» **What is needed**
Your answer should consist of the lines below that hold the word "view".

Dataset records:
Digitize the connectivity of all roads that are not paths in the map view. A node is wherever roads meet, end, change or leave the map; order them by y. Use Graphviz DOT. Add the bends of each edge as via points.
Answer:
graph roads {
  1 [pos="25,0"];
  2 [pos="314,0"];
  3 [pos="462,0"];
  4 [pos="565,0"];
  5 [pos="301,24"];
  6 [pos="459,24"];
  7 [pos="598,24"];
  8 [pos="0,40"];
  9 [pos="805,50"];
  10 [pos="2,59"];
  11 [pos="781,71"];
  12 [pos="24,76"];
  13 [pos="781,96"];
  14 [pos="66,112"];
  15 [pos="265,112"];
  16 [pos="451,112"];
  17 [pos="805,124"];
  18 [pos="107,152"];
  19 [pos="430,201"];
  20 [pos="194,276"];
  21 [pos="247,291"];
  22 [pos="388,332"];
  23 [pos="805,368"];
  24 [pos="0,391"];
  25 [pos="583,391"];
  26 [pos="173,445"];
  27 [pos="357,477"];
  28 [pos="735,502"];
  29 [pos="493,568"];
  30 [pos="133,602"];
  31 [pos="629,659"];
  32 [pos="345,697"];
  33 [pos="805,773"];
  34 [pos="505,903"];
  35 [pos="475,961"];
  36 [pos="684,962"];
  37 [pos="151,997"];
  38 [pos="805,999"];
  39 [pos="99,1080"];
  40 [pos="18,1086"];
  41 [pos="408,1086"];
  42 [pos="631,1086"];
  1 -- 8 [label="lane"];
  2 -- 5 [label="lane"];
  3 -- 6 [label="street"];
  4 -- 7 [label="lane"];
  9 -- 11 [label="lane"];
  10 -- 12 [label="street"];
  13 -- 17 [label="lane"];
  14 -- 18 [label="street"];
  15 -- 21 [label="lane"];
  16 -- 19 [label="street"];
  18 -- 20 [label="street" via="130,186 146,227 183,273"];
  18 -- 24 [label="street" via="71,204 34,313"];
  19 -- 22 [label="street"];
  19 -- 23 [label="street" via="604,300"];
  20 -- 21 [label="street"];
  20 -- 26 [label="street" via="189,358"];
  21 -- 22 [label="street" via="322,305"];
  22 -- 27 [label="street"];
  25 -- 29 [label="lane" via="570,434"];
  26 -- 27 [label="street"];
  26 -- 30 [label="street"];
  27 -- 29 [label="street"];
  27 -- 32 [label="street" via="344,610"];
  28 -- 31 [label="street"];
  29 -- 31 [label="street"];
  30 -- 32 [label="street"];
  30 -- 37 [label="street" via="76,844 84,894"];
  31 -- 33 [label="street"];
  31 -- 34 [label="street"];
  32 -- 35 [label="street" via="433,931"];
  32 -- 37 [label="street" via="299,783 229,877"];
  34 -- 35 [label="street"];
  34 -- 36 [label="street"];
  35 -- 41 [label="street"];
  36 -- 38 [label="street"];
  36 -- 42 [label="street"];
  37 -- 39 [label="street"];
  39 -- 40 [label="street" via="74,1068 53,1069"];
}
* * *
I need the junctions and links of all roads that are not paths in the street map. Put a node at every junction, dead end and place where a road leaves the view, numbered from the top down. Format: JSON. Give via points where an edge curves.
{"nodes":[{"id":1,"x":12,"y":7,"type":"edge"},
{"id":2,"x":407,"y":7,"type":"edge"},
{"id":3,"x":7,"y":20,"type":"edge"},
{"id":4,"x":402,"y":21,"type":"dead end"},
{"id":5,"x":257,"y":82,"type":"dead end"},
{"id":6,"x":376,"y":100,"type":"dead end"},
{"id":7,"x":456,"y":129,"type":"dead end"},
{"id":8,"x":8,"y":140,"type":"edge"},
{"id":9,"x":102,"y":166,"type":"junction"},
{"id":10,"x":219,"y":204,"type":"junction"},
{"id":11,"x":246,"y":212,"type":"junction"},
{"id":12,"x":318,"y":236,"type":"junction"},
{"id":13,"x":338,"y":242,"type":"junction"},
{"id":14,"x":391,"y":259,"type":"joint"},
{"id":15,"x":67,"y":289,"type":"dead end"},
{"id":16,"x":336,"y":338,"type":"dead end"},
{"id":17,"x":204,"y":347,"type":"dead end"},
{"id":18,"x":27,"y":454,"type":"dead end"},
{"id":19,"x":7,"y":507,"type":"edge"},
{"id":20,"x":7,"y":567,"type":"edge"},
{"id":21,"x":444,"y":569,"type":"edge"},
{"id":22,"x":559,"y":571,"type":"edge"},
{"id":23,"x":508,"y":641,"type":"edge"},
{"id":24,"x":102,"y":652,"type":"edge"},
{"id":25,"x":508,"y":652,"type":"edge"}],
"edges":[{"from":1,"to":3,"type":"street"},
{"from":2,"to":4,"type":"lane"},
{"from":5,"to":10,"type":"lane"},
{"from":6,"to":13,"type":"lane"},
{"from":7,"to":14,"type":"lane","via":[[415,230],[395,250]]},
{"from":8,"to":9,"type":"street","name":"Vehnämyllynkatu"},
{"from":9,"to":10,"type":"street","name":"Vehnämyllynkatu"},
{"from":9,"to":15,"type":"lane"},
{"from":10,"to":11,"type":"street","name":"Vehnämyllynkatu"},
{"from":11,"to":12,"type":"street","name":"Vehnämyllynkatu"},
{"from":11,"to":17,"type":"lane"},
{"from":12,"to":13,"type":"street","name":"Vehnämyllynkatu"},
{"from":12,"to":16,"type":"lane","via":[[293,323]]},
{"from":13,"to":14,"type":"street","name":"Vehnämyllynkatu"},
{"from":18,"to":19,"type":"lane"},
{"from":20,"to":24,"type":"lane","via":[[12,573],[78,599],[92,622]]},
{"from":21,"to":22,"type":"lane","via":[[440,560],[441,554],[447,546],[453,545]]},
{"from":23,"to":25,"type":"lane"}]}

» **Response below**
Digitize the connectivity of all roads that are not paths in the map view. A node is wherever roads meet, end, change or leave the map; order them by y. Use Graphviz DOT. Add the bends of each edge as via points.
I need the junctions and links of all roads that are not paths in the street map. Put a node at every junction, dead end and place where a road leaves the view, numbered from the top down. Format: JSON. Give via points where an edge curves.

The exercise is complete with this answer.